Sticks of all kinds were good resources for parents and with them they could make happy the child. They could even create an entire stable for him, and they could also furnish him with a luxurious coach. Thus in Greece for the Antesteriae during which festivity the children received many gifts, one of them could be a schematic little cart consisting in a handle to which two wheels had been fixed. We see them in some reppresentation on V cent B. C tombs or white vases. Some time there was only a wheel-barrow (fig.4) some other time a chair was set among the wheels (fig.4) and on this the little and proud owner could sit and make a servant of some kind relative drag him around the house. If then the improvised mount had a very good nature the child, besides urging him with his voice, could even give him some abrupt lashes.

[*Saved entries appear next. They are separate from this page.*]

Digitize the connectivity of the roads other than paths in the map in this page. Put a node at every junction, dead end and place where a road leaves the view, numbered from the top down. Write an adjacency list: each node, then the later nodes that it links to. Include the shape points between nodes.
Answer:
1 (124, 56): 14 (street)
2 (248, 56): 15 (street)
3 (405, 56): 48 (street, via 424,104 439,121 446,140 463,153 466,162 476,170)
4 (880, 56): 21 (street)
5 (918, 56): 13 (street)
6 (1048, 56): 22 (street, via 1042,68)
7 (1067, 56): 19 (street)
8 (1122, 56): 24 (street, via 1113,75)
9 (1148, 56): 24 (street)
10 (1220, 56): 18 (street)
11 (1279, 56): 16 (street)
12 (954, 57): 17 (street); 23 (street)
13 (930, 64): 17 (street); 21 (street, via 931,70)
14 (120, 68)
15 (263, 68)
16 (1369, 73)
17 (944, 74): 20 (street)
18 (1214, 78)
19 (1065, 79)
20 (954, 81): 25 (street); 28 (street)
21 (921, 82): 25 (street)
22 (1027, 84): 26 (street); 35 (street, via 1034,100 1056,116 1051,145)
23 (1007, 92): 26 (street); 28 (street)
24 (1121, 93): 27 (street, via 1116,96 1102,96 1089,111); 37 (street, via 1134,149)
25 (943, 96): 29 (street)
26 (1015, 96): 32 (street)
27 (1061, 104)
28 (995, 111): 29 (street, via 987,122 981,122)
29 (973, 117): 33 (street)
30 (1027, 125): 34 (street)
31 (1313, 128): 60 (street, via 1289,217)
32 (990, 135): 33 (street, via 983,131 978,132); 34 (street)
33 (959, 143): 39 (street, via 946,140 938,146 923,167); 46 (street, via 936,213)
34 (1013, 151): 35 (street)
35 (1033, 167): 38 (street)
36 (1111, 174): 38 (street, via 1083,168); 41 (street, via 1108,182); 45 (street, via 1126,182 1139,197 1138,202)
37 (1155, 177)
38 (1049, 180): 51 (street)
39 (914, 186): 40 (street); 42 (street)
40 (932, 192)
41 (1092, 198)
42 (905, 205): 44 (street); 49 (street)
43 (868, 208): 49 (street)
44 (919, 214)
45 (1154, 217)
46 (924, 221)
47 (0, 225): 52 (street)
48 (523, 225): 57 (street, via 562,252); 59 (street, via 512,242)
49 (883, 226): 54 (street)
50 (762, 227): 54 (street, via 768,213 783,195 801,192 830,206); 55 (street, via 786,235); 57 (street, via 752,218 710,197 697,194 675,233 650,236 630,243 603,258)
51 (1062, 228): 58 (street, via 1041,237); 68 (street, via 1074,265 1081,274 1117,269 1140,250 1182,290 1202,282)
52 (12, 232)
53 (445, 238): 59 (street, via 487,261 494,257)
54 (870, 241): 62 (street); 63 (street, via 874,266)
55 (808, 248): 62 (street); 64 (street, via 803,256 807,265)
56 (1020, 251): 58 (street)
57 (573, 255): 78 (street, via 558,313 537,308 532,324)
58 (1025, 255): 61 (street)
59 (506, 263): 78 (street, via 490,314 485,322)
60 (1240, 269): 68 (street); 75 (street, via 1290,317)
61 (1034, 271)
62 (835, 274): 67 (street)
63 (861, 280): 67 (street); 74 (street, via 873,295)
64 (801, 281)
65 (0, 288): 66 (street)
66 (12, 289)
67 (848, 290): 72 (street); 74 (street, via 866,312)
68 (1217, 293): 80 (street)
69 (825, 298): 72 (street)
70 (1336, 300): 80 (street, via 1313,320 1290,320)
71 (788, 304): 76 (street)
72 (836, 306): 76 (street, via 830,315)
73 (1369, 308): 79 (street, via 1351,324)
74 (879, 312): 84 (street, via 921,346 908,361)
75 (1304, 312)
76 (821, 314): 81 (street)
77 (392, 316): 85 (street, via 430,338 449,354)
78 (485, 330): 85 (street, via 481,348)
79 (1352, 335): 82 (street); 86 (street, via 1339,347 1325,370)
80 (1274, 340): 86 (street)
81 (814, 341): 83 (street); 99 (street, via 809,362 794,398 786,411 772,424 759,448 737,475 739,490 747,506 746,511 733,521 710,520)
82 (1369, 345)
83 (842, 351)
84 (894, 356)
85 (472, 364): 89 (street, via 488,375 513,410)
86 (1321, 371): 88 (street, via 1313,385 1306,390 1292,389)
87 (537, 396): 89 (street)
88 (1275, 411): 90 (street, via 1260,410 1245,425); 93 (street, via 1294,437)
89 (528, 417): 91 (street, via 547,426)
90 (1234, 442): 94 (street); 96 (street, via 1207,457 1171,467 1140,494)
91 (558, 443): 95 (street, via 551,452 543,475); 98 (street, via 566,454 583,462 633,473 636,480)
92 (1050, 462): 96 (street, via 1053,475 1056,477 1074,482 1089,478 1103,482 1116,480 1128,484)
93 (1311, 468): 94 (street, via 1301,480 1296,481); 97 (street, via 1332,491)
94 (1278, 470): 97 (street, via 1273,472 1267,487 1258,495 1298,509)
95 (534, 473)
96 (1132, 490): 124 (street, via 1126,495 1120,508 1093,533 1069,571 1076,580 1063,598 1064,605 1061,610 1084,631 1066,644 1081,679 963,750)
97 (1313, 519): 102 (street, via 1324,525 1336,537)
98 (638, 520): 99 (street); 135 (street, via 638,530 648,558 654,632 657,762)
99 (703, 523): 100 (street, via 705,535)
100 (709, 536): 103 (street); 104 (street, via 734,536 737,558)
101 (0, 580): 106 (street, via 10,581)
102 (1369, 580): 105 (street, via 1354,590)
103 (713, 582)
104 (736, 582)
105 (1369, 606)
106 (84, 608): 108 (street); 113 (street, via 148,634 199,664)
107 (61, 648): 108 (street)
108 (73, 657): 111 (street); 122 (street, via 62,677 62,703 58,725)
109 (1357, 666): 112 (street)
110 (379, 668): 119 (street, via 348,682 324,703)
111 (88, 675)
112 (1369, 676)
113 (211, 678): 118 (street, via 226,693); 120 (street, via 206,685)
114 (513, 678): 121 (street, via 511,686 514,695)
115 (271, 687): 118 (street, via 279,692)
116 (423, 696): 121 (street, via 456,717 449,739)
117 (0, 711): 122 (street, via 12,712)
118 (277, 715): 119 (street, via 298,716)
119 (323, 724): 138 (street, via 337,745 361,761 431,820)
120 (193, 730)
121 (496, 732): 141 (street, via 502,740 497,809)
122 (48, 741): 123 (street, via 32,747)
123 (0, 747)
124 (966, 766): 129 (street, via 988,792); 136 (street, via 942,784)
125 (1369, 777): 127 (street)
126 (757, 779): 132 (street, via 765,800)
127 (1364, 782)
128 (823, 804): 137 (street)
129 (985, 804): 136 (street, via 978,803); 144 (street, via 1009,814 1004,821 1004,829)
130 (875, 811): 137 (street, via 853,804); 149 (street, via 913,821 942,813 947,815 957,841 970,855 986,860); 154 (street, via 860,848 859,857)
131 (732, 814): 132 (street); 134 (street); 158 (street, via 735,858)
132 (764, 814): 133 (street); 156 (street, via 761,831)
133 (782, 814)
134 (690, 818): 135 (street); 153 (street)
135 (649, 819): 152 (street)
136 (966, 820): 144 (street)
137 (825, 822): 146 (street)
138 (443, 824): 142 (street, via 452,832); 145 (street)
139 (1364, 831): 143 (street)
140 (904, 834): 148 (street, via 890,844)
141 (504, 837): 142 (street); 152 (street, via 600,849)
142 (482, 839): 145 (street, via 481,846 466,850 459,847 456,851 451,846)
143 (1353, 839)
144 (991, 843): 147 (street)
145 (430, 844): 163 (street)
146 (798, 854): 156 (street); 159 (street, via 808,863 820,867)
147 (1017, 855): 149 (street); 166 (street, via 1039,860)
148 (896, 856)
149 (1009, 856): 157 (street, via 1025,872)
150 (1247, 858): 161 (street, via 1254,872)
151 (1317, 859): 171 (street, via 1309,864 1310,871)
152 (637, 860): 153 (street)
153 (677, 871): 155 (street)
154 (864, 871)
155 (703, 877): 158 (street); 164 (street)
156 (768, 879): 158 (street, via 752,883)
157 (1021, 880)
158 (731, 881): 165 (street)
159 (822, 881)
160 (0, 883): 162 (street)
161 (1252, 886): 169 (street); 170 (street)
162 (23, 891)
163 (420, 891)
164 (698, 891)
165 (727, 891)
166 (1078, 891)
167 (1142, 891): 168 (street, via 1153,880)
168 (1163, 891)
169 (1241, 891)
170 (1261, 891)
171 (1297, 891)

It was a sure things that playing with dream horse or luxurious coach were more amusing of ceramic miniature horses, but the child could always run dragging them around the house with the accompanying usual chorus of urging shouts, and neighing. This was what the happy owner of the ceramic horse that we find in the Roman Germanic Köln Museum did: a little ceramic horse with an hole in its muzzle where one could tie a string to drag the animal around. This was one of a multitude of little horses set on four wheels which belongs to the most disparate epochs and civilizations.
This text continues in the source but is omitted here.